With the P67A-UD4 Gigabyte brings an appealing motherboard to the market. Though taste of course differs it is by far the most beautiful to look at P67 motherboard to date, I mean seriously the new aesthetic design is such an improvement over the standard Gigabyte blue colored motherboards, and even current competition. Tagged with a sales price of roughly 170~175 EUR in the initial phase you receive a very full-grown motherboard with admirable specs and features.

Realistically though, in the same price segment we have ASUS and MSI motherboards offering some more extra's over the UD4; features like like OC buttons, micro-buttons for Power ON/OFF, Reset and CMOS CLEAR buttons, diagnostic POST LEDs, additional SATA controllers, voltage monitoring points and so on. Another strong selling point has to be the new EFI BIOS implementation which Gigabyte did not implement either. Granted these are all non-essential features but yeah, the competition does offer them for the same amount of money and especially the EFI BIOS right now is a strong selling point.

However, you're nothing short of anything, you get all the basics and more. We very much like the fact that two NEC USB controllers are to be found on this board, but then Gigabyte leaves out extra USB 3.0 headers so effectively you can only use two out of the four USB connectors as there's no USB 3.0 bracket with two header you can install in an empty PCI Slot.
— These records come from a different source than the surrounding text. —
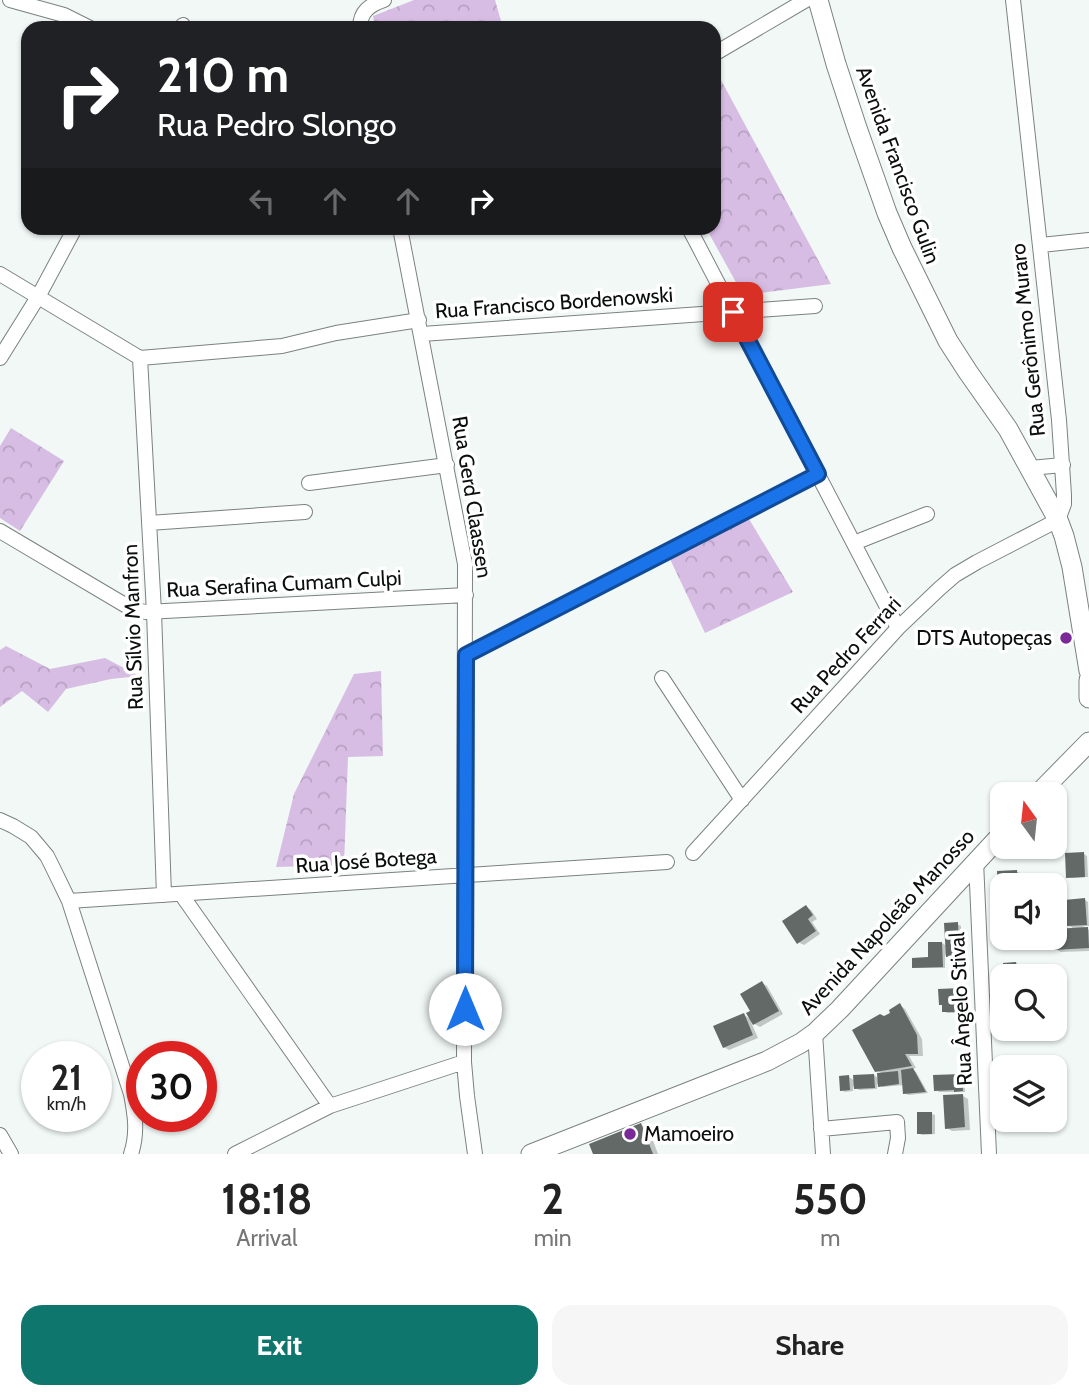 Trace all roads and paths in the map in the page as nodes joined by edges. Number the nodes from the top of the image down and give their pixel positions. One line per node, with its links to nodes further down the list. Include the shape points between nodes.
1 (10, 0): 6 (street)
2 (384, 0): 7 (street, via 367,8)
3 (806, 0): 8 (street)
4 (818, 0): 23 (street, Avenida Francisco Gulin, via 865,151 902,248 948,341 1009,429)
5 (1013, 0): 13 (street, Rua Gerônimo Muraro)
6 (76, 21)
7 (360, 21)
8 (721, 50)
9 (71, 235): 15 (street)
10 (401, 235): 18 (street, Rua Gerd Claassen)
11 (693, 235): 17 (street)
12 (1089, 240): 13 (street)
13 (1041, 246): 22 (street, Rua Gerônimo Muraro)
14 (0, 274): 15 (street)
15 (38, 297): 19 (street); 20 (street)
16 (815, 306): 17 (street, Rua Francisco Bordenowski)
17 (733, 312): 18 (street, Rua Francisco Bordenowski); 24 (street)
18 (420, 327): 20 (street, Rua Francisco Bordenowski, via 345,331 282,346); 21 (street, Rua Gerd Claassen)
19 (0, 358)
20 (140, 358): 29 (street, Rua Sílvio Manfron)
21 (447, 465): 25 (street); 32 (street, Rua Gerd Claassen, via 463,550)
22 (1063, 465): 23 (street); 28 (street, Rua Gerônimo Muraro, via 1064,504)
23 (1030, 468): 28 (street, Avenida Francisco Gulin)
24 (818, 474): 31 (street); 35 (street)
25 (309, 483)
26 (305, 512): 29 (street)
27 (927, 514): 31 (street)
28 (1058, 520): 34 (street, Rua Pedro Ferrari, via 955,575); 36 (street, Rua Gerônimo Muraro, via 1071,559)
29 (149, 523): 33 (street, Rua Sílvio Manfron)
30 (0, 531): 33 (street, Rua Serafina Cumam Culpi, via 125,605)
31 (854, 543): 34 (street)
32 (466, 595): 33 (street, Rua Serafina Cumam Culpi); 35 (street, Rua Gerd Claassen)
33 (154, 612): 50 (street, Rua Sílvio Manfron)
34 (898, 628): 42 (street, Rua Pedro Ferrari)
35 (466, 655): 48 (street, Rua Gerd Claassen)
36 (1089, 671)
37 (662, 678): 42 (street)
38 (1089, 680): 39 (street)
39 (1089, 698)
40 (1089, 742): 41 (street)
41 (1050, 782)
42 (742, 800): 45 (street, Rua Pedro Ferrari)
43 (0, 820): 51 (street, via 40,846)
44 (990, 846): 47 (street, Avenida Napoleão Manosso)
45 (694, 853)
46 (667, 862): 48 (street, Rua José Botega)
47 (976, 862): 52 (street, Avenida Napoleão Manosso); 64 (street, Rua Ângelo Stival)
48 (465, 875): 49 (street, Rua José Botega); 53 (street, Rua Gerd Claassen)
49 (181, 894): 50 (street, Rua José Botega); 54 (street)
50 (164, 895): 51 (street, Rua José Botega)
51 (69, 901): 58 (street, via 131,1094 136,1130)
52 (814, 1033): 55 (street); 61 (street, Avenida Napoleão Manosso, via 767,1061)
53 (464, 1062): 54 (street); 60 (street, Rua Gerd Claassen)
54 (330, 1106): 59 (street)
55 (821, 1129): 62 (street); 63 (street, via 897,1122)
56 (0, 1135): 57 (street)
57 (11, 1154)
58 (131, 1154)
59 (235, 1154)
60 (475, 1154)
61 (531, 1154)
62 (823, 1154)
63 (895, 1154)
64 (989, 1154)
These choices puzzle me.

SATA wise you'll receive four SATA2 and four SATA3 (6G) connectors of which two are eSATA ports at the back IO panel, that is good for sure.

Component usage is done Ultra Durable style and includes a thicker copper printed circuit boards. The component selection was done properly alright. Just under the grey heatsink we can see new CPU MOSFETs, Gigabyte calls these Driver MOS MOSFETS, also notable is the fact that board features Gigabyte's DualBIOS technology to ensure a better level of failure protection.
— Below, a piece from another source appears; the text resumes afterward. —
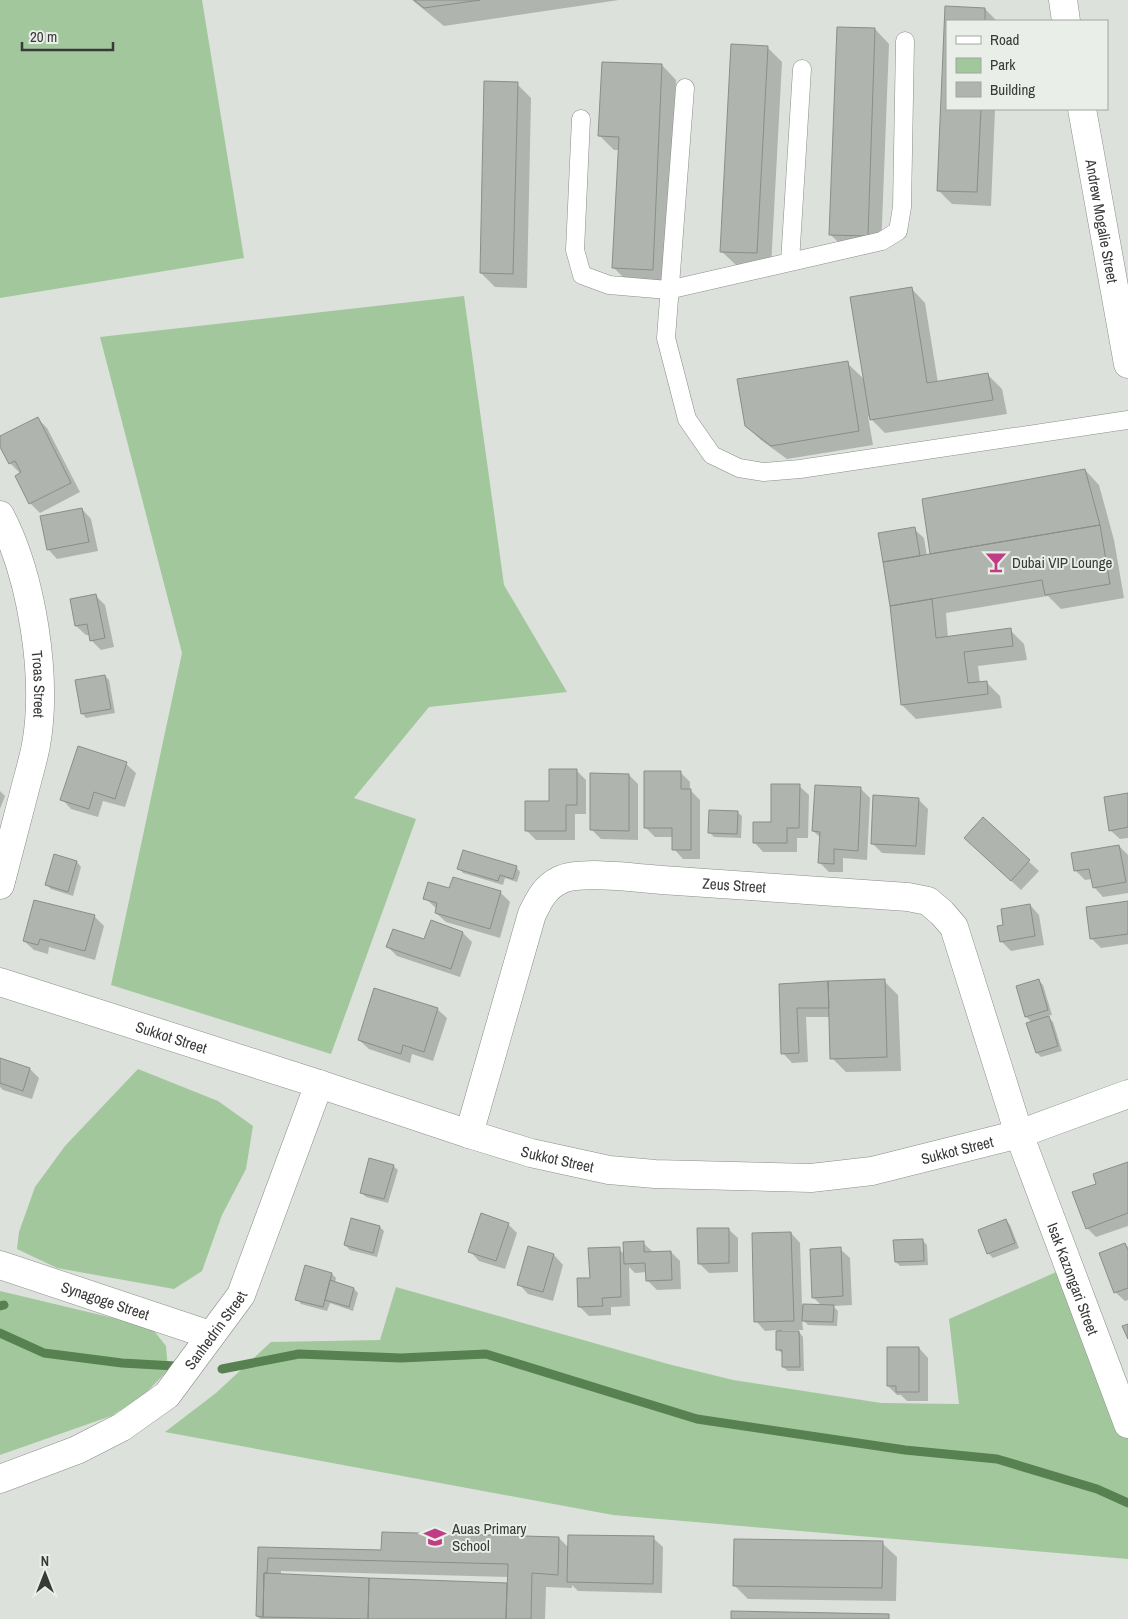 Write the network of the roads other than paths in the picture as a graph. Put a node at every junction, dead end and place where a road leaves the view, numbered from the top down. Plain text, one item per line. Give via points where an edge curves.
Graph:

The baseline performance is on par with the reference Intel motherboard, give or take a few random occurrences. Overclocking wise we hoped for something  a little better. We had to forfeit at 4.5 GHz, but granted that is still a really great overclock alright. We've seen results over 5 GHz elsewhere though, so this very likely was isolated to us, fixable with a simple firmware update.
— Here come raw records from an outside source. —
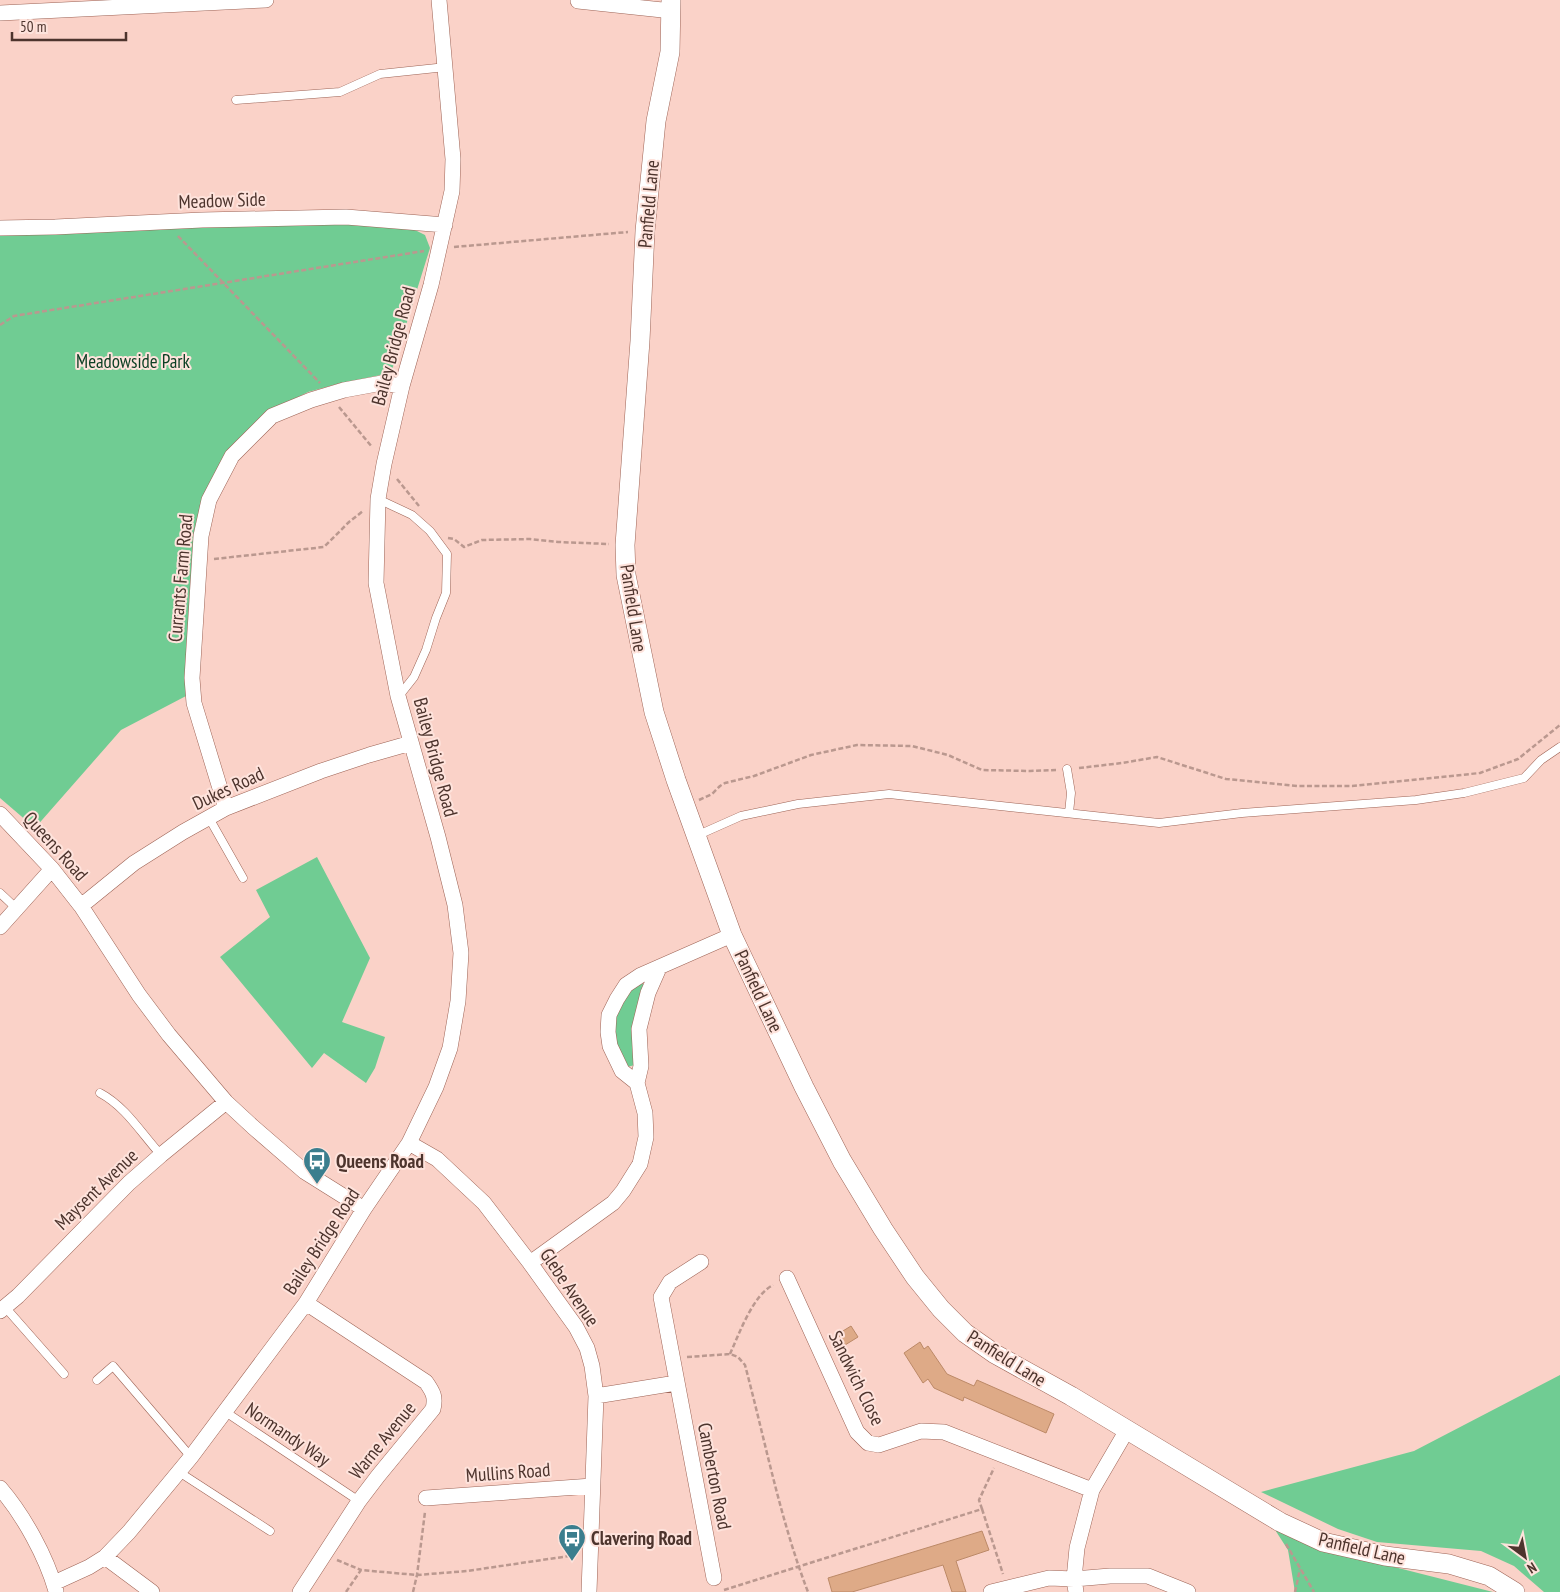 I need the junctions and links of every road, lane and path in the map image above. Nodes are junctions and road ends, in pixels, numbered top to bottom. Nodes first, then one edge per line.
1 (266, 0) edge
2 (440, 0) edge
3 (578, 1) dead end
4 (672, 6) edge
5 (0, 13) edge
6 (446, 67) junction
7 (236, 100) dead end
8 (445, 225) junction
9 (0, 228) edge
10 (645, 231) junction
11 (440, 248) junction
12 (0, 326) edge
13 (402, 386) junction
14 (378, 499) junction
15 (199, 560) junction
16 (398, 696) junction
17 (1560, 725) edge
18 (411, 743) junction
19 (1560, 747) edge
20 (1067, 769) junction
21 (226, 808) junction
22 (686, 808) junction
23 (1069, 813) junction
24 (0, 814) edge
25 (209, 818) junction
26 (696, 836) junction
27 (52, 868) junction
28 (243, 878) dead end
29 (0, 893) edge
30 (81, 906) junction
31 (16, 908) junction
32 (0, 928) edge
33 (732, 935) junction
34 (659, 968) junction
35 (637, 1084) junction
36 (100, 1093) dead end
37 (226, 1102) junction
38 (409, 1143) junction
39 (161, 1155) junction
40 (364, 1209) junction
41 (701, 1262) dead end
42 (530, 1263) junction
43 (787, 1278) joint
44 (306, 1303) junction
45 (2, 1309) edge
46 (730, 1354) junction
47 (672, 1358) junction
48 (64, 1374) dead end
49 (97, 1380) dead end
50 (676, 1383) junction
51 (596, 1396) junction
52 (224, 1411) junction
53 (1127, 1430) junction
54 (1001, 1454) junction
55 (191, 1457) junction
56 (179, 1472) junction
57 (592, 1486) junction
58 (0, 1488) edge
59 (1092, 1490) junction
60 (426, 1498) joint
61 (359, 1501) junction
62 (982, 1508) junction
63 (1280, 1522) junction
64 (270, 1530) dead end
65 (326, 1553) junction
66 (590, 1553) junction
67 (105, 1557) junction
68 (798, 1566) junction
69 (1300, 1568) junction
70 (361, 1570) junction
71 (417, 1575) junction
72 (716, 1585) edge
73 (1075, 1585) edge
74 (55, 1587) edge
75 (1007, 1587) junction
76 (152, 1592) edge
77 (300, 1592) edge
78 (346, 1592) edge
79 (413, 1592) edge
80 (589, 1592) edge
81 (808, 1592) edge
82 (992, 1592) edge
83 (1188, 1592) edge
84 (1295, 1592) edge
85 (1314, 1592) edge
86 (1514, 1592) edge

1 - 5 street
2 - 6 street, Bailey Bridge Road
3 - 4 street
4 - 10 street, Panfield Lane
6 - 7 lane
6 - 8 street, Bailey Bridge Road
8 - 9 street, Meadow Side
8 - 11 street, Bailey Bridge Road
10 - 11 path
10 - 22 street, Panfield Lane
11 - 12 path
11 - 13 street, Bailey Bridge Road
13 - 14 street, Bailey Bridge Road
13 - 15 street, Currants Farm Road
14 - 15 path
14 - 16 street, Bailey Bridge Road
14 - 16 lane
15 - 21 street, Currants Farm Road
16 - 18 street, Bailey Bridge Road
17 - 20 path
18 - 21 street, Dukes Road
18 - 38 street, Bailey Bridge Road
19 - 23 lane
20 - 22 path
20 - 23 lane
21 - 25 street, Dukes Road
22 - 26 street, Panfield Lane
23 - 26 lane
24 - 27 street, Queens Road
25 - 28 lane
25 - 30 street, Dukes Road
26 - 33 street, Panfield Lane
27 - 30 street, Queens Road
27 - 31 street
29 - 31 lane
30 - 37 street, Queens Road
31 - 32 street
33 - 34 street
33 - 53 street, Panfield Lane
34 - 35 street
34 - 35 street
35 - 42 street
36 - 39 lane
37 - 39 street, Maysent Avenue
37 - 40 street, Queens Road
38 - 40 street, Bailey Bridge Road
38 - 42 street, Glebe Avenue
39 - 45 street, Maysent Avenue
40 - 44 street, Bailey Bridge Road
41 - 47 street, Camberton Road
42 - 51 street, Glebe Avenue
43 - 46 path
43 - 54 street, Sandwich Close
44 - 52 street, Bailey Bridge Road
44 - 61 street, Warne Avenue
45 - 48 lane
46 - 47 path
46 - 68 path
47 - 50 street, Camberton Road
49 - 55 lane
50 - 51 street
50 - 72 street, Camberton Road
51 - 57 street, Glebe Avenue
52 - 55 street, Bailey Bridge Road
52 - 61 lane, Normandy Way
53 - 59 street
53 - 63 street, Panfield Lane
54 - 59 street, Sandwich Close
54 - 62 path
55 - 56 street, Bailey Bridge Road
56 - 64 lane
56 - 67 street, Bailey Bridge Road
57 - 60 street, Mullins Road
57 - 66 street, Glebe Avenue
58 - 74 street
59 - 73 street
60 - 71 path
61 - 65 street, Warne Avenue
62 - 68 path
62 - 75 path
63 - 69 path
63 - 86 street, Panfield Lane
65 - 70 path
65 - 77 street, Warne Avenue
66 - 71 path
66 - 80 street, Glebe Avenue
67 - 74 street, Bailey Bridge Road
67 - 76 street
68 - 72 path
68 - 81 path
69 - 84 path
69 - 85 path
70 - 71 path
70 - 78 path
71 - 79 path
73 - 75 street
73 - 83 street
75 - 82 street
So let's sum it up, the P67A-UD4 is a Sandy Bridge processor ready motherboard with a nice feature set. Connectivity wise you are set and good to go, that rear IO panel is just chucked full with connectors. The feature set is good as well, the baseline performance again good. We did expect an EFI BIOS however Gigabyte stuck to the original BIOS. Overclocking, it was okay, but we expect this to get better with a BIOS update or two as the board and it's design definitely caters a good tweak alright. Speaking about overclocking, bare in mind, to do what we did today you'll need a K model Sandy Bridge processor with the unlocked multiplier. guru3d-recommended_150px.jpg

The Gigabyte P67A-UD4 is an absolutely lovely motherboard, it perhaps could have had a little more edge features wise with the competition in mind, but it is without doubt an excellent and very stable motherboard. The one thing that might be the decisive factor could be the boards awesome new color schema, it immediately jumps out and is one of the coolest motherboards we've ever seen. Definitely recommended.